Depuis 30 ans, l’Australie est un pays enviable modèle de croissance : pas de récession, boom démographique, des salaires élevés (nominaux et effectifs), des exportations tirées par la demande chinoise de matières premières et des investissements immobiliers. Un pays qui, malgré des règles très strictes, attirait des jeunes du monde entier, avec des villes considérées comme parmi les plus agréables à vivre et des opportunités pour ceux qui recherchent un avenir meilleur. C'était le'exemple qui a fonctionnéAvec un visa vacances-travail, vous pourriez trouver rapidement du travail et contribuer à l'un des pays les plus stables, riches et dynamiques du monde. Mais aujourd'hui, les chiffres sont différents, à commencer par le PIB par habitant, qui a diminué de 2.400 8 dollars par an par rapport à avant la Covid. Le revenu familial réel a chuté de XNUMX % en deux ans et, pour des millions de personnes, le coût élevé du logement pose désormais problème. Sydney e Melbourne par exemple, ils sont devenus presque inaccessible, avec des prix pouvant dépasser jusqu'à dix fois le revenu médian, et les loyers dans les zones périphériques augmentent également sans relâche, à un rythme supérieur à 10 % par an. Selon le Bureau australien des statistiques, environ une famille sur trois consacre plus de 20 % de ses revenus uniquement au paiement de ses dépenses.loyerPour beaucoup d’Italiens, cela peut paraître une proportion acceptable, mais nous y sommes habitués : dans les pays avancés, c’est un seuil au-delà duquel on parle officiellement de « stress du logement ».

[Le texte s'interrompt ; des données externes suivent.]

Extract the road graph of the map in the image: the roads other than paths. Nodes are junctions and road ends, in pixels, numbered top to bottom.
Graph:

Les salaires érodés par l’inflation : travailler ne suffit plus pour se sentir en sécurité

Le modèle australien a montré ses failles tout d’abord à cause de la baisse du nombre d'immigrants, qui ont trouvé un pays si cher et si éloigné du reste du monde de moins en moins attrayant, d'abord en raison de la croissance de l'immobilier, qui s'est transformée en spéculation, et enfin en raison de la réduction des exportations vers la Chine, qui se tourne désormais davantage vers l'Afrique et l'Amérique du Sud pour s'approvisionner en matières premières agroalimentaires et énergétiques (par le passé, elle préférait l'Australie pour le fer, le charbon et le gaz). La crise touche particulièrement jeune: I travailleur en vacances Les étudiants internationaux représentent toujours une part importante de la nouvelle main-d'œuvre, mais ils vivent souvent dans des conditions précaires, avec des loyers partagés, des chambres surpeuplées et des salaires qui ne correspondent pas toujours au minimum légal. Parallèlement, le logement social est en déclin et les lois d'urbanisme empêchent la construction là où elle est réellement nécessaire.

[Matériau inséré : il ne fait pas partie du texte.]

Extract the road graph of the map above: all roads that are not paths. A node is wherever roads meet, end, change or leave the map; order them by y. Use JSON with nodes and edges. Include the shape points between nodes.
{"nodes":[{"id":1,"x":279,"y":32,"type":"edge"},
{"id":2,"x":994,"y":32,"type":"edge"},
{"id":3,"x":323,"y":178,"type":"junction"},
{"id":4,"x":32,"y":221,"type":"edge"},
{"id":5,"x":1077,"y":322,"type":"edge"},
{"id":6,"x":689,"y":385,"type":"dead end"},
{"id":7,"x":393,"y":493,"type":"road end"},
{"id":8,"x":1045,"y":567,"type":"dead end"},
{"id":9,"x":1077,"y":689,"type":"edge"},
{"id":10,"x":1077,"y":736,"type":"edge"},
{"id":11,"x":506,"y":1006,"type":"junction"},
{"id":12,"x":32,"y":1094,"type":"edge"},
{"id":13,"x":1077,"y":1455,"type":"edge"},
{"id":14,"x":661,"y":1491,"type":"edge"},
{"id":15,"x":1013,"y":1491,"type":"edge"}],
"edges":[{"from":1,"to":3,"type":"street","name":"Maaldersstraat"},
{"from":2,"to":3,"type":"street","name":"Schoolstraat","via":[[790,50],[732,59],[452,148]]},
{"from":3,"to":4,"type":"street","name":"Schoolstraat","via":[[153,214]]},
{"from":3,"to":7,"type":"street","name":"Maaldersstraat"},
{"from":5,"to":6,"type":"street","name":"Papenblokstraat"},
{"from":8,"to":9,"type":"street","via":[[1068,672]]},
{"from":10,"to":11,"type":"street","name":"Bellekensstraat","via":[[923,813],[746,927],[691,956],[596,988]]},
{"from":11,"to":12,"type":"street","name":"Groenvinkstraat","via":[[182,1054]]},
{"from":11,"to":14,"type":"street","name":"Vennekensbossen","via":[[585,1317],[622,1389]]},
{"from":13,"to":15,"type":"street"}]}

Sans parler du coût de la vie élevé, qui pèse même sur ceux qui ont un emploi stable. Salaires Les revenus disponibles réels sont encore élevés sur le papier, mais ils ne peuvent plus suivre le rythme de l’inflation : entre 2022 et 2023, l’Australie a enregistré la plus forte baisse du revenu disponible réel de tous les pays de l’OCDE, avec une inflation atteignant 2022 % en 7,8. chômage En 2023, ce taux n'était que de 3,6 %, mais aujourd'hui, avoir un emploi ne suffit plus toujours : les Australiens travaillent, mais se sentent plus pauvres. L'Australie se trouve également confrontée au grand défi du moment : le travail de mauvaise qualité.